# Your assignment:
Needed from the data below: all lines that contain the word "stream".

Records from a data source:
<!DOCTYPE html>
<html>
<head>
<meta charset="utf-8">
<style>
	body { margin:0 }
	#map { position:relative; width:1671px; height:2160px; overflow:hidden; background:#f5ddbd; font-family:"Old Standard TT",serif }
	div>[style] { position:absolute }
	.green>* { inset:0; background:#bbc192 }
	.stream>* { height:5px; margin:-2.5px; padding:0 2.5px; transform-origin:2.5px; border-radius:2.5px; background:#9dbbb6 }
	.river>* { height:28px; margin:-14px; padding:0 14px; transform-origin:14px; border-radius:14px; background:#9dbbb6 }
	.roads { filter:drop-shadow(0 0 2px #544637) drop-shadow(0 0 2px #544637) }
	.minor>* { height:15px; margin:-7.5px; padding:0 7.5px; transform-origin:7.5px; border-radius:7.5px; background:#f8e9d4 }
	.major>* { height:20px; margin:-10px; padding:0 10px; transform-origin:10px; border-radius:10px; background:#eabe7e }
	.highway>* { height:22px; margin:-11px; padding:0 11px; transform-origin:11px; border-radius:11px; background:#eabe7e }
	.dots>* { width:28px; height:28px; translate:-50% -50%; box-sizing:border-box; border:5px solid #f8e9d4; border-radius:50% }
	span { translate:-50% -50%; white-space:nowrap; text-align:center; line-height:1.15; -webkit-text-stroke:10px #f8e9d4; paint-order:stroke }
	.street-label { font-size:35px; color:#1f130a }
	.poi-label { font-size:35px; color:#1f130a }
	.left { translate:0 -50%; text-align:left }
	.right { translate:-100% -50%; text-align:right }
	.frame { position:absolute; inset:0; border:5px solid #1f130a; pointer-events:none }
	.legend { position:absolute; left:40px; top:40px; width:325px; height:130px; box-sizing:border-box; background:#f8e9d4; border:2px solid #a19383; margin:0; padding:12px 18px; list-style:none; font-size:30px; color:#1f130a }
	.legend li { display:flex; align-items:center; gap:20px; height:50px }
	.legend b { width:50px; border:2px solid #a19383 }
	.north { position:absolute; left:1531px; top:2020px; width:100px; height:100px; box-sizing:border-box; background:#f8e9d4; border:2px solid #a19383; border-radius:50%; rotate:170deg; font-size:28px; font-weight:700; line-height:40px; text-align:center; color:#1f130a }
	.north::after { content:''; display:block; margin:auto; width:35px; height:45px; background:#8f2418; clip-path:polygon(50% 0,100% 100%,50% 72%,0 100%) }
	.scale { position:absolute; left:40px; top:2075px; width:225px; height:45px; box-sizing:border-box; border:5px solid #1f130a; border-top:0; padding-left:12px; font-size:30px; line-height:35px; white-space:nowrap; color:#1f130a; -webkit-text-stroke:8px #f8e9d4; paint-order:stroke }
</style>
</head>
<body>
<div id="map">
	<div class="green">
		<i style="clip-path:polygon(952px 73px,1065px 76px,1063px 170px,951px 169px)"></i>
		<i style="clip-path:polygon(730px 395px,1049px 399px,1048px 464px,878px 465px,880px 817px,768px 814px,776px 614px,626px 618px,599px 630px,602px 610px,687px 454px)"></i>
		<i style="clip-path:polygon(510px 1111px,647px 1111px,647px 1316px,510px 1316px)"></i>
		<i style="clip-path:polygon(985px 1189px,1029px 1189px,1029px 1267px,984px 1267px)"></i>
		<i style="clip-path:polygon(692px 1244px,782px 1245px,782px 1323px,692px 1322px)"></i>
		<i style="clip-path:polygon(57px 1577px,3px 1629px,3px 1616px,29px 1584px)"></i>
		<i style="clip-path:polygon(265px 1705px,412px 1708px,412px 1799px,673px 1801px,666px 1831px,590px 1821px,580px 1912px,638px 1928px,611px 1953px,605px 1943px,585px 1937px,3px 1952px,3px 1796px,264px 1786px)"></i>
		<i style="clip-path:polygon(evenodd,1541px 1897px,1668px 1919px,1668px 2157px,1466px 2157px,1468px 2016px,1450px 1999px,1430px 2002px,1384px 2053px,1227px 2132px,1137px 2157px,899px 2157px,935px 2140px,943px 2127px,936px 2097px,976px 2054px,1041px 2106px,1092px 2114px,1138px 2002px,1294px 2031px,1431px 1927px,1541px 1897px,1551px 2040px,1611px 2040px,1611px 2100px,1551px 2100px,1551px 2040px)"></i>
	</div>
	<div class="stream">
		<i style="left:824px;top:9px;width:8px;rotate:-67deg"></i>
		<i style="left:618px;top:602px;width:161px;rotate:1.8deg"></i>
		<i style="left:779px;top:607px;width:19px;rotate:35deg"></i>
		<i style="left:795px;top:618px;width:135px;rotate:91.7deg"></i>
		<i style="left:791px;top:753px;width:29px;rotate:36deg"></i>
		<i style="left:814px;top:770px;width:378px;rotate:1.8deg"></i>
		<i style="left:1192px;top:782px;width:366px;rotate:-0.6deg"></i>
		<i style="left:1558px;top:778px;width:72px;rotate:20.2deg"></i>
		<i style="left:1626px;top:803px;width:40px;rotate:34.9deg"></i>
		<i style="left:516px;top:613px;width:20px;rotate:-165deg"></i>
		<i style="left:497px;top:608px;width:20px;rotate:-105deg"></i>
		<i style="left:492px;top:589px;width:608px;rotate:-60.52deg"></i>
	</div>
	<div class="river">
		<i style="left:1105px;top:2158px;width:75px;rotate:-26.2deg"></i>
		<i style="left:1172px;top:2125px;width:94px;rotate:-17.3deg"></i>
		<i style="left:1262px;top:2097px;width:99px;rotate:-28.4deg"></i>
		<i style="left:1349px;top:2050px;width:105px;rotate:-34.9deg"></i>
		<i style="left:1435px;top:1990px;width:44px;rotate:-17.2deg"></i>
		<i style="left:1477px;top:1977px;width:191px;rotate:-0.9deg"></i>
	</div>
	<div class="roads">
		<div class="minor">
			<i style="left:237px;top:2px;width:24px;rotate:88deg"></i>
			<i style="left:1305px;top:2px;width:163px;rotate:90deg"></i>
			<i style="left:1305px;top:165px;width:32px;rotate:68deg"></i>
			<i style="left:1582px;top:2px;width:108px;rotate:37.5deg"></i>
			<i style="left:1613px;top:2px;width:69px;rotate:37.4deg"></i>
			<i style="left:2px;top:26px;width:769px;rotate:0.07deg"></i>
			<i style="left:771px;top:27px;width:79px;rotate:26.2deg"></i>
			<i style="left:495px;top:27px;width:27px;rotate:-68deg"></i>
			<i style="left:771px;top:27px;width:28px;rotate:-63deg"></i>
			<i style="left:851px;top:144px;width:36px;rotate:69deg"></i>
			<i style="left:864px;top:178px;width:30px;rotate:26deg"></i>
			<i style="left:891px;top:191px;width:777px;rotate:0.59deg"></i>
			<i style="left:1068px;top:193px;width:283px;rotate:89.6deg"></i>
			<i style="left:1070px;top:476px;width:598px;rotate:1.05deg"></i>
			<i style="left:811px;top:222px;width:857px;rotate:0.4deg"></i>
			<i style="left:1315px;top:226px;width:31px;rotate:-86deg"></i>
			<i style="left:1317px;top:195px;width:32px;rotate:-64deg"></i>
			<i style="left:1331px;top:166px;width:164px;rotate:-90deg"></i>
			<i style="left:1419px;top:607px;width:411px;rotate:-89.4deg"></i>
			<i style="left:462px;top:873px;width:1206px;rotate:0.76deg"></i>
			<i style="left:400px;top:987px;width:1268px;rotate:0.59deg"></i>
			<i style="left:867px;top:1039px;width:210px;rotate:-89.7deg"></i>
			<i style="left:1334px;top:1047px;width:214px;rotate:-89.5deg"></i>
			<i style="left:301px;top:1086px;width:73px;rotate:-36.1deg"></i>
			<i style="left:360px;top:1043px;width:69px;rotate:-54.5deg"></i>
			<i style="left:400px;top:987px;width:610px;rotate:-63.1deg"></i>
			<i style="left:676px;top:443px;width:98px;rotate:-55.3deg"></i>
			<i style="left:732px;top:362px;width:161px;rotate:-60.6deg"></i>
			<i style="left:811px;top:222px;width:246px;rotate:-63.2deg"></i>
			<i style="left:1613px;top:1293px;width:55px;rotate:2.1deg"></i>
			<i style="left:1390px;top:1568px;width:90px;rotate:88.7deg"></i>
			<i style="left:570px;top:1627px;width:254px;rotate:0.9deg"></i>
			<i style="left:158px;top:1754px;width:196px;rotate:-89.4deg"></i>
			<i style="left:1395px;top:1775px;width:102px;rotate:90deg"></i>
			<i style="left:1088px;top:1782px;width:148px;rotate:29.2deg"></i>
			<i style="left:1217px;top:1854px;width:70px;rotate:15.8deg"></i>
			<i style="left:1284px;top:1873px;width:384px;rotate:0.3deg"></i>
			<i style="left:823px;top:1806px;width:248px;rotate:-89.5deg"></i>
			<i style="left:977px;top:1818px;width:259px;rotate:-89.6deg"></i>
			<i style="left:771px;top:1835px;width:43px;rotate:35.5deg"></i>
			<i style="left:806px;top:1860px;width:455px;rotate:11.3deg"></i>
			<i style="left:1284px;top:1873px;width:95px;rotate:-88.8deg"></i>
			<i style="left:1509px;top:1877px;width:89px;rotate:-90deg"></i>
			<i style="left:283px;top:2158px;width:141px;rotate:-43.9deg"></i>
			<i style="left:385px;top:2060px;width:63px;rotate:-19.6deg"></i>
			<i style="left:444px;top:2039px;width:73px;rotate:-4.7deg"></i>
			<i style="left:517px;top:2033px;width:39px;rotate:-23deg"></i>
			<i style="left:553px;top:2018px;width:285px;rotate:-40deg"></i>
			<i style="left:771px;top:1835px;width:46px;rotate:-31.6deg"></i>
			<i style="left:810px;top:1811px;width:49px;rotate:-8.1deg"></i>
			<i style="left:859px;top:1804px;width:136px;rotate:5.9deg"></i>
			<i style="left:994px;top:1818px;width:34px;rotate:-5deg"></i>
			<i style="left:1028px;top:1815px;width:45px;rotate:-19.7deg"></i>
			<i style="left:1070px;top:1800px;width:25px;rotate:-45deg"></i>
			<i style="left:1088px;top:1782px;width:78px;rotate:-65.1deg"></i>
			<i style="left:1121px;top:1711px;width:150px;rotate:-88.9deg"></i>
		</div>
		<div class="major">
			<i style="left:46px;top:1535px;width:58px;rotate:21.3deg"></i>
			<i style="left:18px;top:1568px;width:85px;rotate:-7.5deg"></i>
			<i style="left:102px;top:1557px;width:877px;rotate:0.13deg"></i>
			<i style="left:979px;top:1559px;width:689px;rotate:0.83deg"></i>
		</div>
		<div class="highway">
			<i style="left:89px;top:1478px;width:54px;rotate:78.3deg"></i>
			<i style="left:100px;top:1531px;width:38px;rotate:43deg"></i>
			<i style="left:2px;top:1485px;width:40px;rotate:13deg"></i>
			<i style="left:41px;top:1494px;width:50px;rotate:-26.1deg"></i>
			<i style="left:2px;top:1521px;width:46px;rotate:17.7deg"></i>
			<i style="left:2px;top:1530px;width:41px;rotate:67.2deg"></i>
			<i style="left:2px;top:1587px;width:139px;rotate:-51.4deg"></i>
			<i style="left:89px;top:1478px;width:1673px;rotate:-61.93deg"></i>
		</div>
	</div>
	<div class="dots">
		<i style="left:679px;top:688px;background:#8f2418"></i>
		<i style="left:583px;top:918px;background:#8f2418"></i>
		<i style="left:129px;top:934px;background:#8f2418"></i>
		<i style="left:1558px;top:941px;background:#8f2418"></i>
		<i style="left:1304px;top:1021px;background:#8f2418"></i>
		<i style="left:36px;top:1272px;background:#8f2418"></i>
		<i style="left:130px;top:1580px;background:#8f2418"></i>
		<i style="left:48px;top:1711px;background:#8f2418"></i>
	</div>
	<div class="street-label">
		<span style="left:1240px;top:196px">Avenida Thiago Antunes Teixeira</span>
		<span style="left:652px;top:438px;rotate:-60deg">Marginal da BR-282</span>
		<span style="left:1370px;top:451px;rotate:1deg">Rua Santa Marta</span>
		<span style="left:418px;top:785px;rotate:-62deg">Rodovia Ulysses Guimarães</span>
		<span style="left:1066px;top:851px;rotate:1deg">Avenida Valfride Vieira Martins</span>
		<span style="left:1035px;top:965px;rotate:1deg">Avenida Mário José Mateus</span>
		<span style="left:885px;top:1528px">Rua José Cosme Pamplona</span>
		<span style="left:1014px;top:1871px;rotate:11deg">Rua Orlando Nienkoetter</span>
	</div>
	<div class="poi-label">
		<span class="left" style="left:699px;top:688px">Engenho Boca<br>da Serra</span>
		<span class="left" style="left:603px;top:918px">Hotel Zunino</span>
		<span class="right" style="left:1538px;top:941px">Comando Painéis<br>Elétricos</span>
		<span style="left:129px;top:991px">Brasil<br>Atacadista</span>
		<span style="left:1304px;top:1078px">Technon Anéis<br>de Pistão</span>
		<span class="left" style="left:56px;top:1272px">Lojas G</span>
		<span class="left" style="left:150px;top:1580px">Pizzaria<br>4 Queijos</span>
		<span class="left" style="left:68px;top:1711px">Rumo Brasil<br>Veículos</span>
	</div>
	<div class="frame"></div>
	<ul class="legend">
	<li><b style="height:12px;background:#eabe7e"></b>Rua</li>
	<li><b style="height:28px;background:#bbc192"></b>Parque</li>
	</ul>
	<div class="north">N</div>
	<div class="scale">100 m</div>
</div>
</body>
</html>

# Answer section:
	.stream>* { height:5px; margin:-2.5px; padding:0 2.5px; transform-origin:2.5px; border-radius:2.5px; background:#9dbbb6 }
	<div class="stream">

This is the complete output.